Your assignment ▸ Among these records, tally each line with the word "Kepitu"; the answer is that number alone.

Dataset excerpts ▸

== == ==

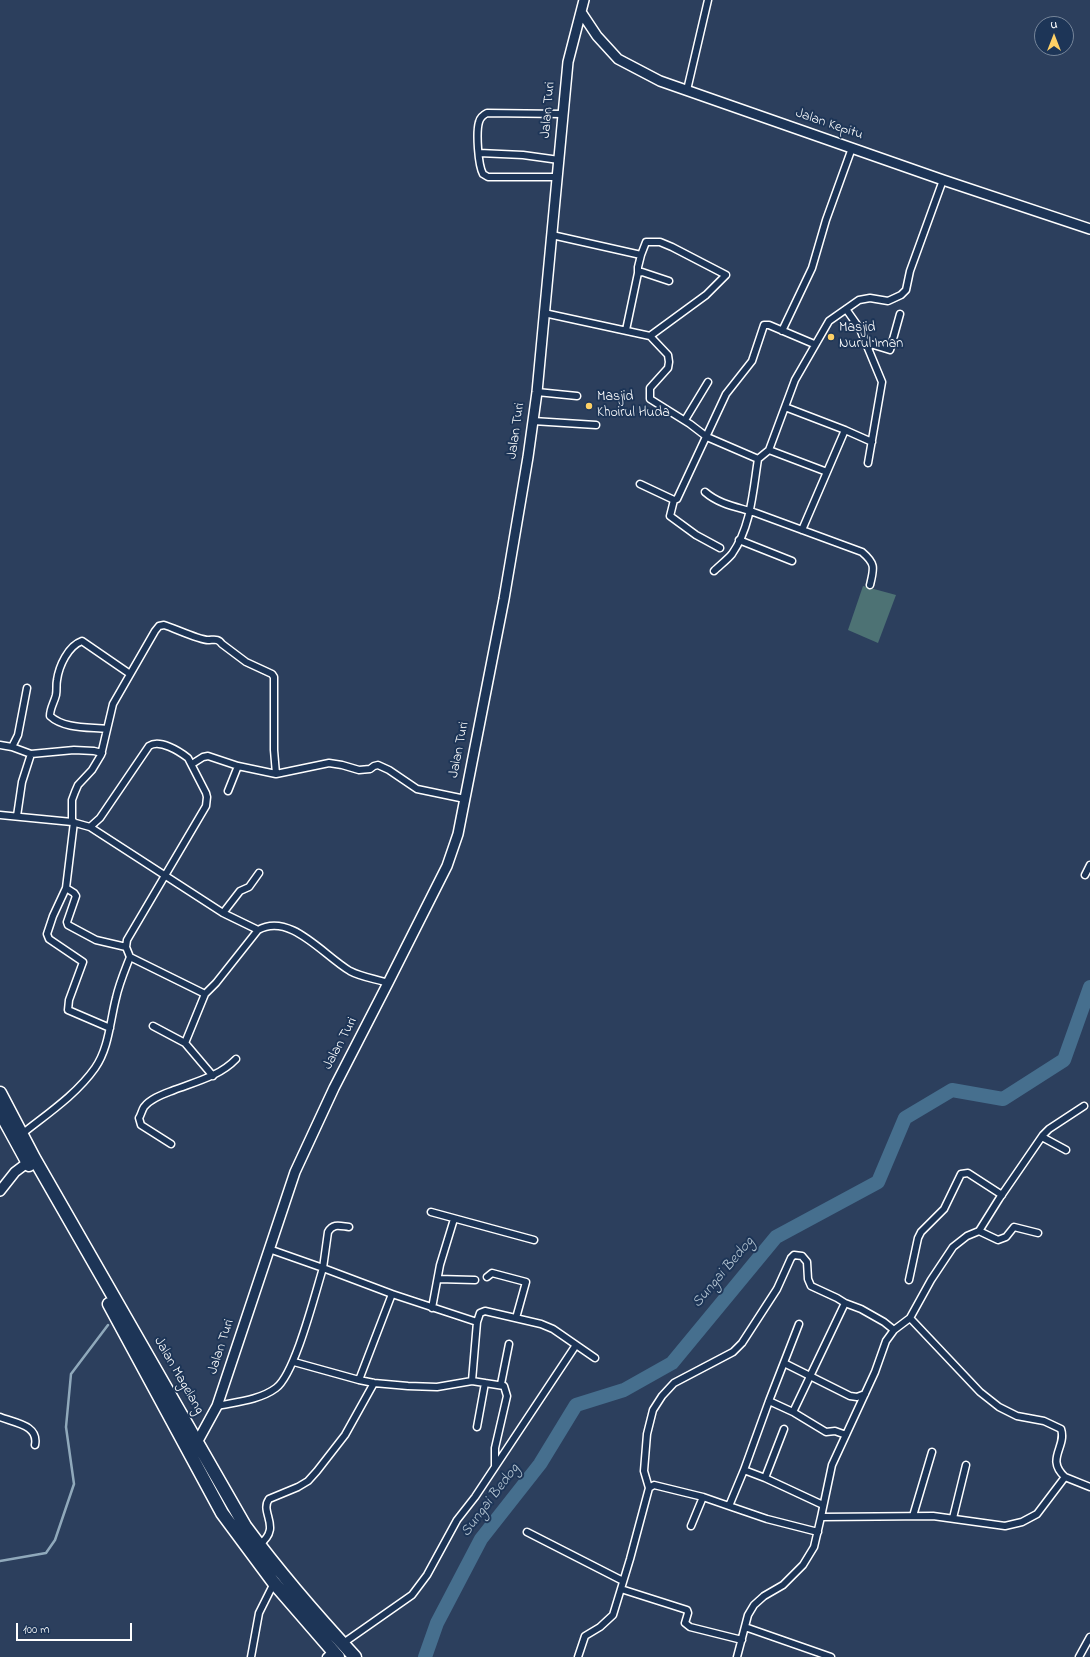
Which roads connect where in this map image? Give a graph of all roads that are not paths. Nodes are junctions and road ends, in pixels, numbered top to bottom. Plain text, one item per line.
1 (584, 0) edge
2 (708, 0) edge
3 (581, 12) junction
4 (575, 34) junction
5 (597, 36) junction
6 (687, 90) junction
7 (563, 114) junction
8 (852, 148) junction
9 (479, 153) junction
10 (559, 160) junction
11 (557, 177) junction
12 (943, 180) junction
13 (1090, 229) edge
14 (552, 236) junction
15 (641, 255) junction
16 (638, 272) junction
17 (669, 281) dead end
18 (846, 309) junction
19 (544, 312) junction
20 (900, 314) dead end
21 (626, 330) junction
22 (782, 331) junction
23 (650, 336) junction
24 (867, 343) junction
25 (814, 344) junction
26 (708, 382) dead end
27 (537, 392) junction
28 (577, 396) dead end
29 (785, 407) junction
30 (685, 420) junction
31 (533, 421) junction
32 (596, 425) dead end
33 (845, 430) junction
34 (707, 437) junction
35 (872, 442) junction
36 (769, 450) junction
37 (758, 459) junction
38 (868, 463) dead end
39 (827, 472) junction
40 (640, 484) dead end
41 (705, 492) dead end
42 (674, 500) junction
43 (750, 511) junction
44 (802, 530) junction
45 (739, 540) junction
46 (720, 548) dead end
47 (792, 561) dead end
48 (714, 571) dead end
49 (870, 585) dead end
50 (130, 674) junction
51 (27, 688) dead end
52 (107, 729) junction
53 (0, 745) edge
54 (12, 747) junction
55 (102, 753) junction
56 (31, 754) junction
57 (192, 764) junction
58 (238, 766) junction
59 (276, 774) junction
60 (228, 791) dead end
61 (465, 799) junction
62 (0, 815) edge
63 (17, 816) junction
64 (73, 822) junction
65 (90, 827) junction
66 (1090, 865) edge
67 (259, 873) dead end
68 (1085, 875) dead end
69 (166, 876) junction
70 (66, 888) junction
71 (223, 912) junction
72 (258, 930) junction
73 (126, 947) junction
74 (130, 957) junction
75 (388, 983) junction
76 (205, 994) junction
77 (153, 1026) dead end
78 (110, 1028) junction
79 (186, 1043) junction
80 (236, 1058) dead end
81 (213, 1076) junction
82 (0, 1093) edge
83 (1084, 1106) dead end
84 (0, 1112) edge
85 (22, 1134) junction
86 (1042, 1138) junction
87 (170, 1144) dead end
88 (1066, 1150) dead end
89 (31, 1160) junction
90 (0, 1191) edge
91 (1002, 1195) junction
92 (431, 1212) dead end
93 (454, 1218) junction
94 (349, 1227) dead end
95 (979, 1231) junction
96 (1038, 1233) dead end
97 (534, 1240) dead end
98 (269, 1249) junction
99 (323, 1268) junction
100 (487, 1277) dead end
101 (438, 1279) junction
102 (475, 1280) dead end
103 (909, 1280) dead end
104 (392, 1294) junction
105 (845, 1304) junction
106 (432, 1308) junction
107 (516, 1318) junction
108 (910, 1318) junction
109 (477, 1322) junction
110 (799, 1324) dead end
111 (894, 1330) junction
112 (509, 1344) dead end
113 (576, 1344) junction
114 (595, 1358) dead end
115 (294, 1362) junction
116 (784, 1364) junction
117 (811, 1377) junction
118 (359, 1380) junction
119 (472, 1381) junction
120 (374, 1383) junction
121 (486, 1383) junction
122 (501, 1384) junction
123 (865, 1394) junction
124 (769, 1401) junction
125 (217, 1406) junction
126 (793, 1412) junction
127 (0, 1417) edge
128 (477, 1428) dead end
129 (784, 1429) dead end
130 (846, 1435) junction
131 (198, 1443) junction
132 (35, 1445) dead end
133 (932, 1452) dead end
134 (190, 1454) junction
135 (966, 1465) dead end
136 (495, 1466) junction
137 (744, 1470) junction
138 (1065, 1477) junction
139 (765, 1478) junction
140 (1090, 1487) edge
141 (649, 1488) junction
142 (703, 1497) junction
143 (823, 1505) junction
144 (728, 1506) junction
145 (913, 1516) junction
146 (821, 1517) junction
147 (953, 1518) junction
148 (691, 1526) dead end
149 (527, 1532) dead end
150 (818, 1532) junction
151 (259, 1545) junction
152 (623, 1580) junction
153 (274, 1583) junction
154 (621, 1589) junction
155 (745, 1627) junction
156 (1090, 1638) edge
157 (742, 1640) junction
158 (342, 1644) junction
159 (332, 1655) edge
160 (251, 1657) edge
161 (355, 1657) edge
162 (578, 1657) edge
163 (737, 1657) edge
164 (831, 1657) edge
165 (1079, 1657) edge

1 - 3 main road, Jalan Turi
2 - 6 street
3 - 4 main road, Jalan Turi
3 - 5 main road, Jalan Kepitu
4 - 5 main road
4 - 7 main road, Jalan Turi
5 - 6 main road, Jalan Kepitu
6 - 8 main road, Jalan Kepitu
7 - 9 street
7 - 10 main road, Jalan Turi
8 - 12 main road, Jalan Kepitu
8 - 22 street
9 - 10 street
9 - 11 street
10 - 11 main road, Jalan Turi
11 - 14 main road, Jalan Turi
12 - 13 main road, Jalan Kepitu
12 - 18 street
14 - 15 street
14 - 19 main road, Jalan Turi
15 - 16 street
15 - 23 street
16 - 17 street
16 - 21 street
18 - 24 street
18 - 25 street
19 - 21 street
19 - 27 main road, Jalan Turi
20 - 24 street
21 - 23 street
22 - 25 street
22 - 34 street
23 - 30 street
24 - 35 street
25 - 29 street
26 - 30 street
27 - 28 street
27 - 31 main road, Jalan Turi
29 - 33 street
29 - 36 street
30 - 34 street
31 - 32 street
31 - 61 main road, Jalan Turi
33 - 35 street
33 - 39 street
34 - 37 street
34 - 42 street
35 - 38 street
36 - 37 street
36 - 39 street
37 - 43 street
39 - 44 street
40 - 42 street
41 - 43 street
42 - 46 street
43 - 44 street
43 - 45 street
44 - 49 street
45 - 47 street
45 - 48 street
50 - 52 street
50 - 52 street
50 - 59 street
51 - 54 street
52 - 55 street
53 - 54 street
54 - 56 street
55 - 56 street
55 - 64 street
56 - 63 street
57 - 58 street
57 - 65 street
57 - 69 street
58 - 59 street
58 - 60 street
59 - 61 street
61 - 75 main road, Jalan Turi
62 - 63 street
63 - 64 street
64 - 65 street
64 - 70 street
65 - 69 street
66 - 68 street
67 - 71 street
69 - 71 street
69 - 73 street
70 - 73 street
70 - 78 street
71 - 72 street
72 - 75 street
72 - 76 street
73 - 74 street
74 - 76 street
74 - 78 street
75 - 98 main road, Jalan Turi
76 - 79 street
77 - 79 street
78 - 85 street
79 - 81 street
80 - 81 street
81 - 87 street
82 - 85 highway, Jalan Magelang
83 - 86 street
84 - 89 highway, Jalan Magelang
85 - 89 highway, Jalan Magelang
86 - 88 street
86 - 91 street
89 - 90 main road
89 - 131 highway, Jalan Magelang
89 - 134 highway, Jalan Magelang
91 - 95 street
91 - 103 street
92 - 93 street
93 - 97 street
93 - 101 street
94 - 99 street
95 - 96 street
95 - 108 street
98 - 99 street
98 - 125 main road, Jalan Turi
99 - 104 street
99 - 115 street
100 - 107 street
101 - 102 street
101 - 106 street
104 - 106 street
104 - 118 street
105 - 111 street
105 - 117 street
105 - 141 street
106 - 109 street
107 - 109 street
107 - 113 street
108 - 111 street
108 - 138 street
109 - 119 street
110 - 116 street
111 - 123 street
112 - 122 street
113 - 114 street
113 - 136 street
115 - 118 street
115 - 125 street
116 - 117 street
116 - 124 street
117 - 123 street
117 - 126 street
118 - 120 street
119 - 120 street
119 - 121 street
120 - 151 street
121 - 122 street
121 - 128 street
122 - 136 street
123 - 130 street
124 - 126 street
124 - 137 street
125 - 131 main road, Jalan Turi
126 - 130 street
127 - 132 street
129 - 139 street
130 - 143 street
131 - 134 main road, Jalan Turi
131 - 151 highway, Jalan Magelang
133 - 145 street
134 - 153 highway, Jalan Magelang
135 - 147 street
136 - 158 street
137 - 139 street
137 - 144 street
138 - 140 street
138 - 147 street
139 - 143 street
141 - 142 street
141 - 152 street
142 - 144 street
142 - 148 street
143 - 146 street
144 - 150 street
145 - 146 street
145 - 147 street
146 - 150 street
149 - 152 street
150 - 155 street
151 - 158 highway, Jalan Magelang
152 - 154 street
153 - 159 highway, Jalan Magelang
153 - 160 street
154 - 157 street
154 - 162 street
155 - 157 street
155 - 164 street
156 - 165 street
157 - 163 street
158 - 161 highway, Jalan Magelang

== == ==

Answer ▸ 5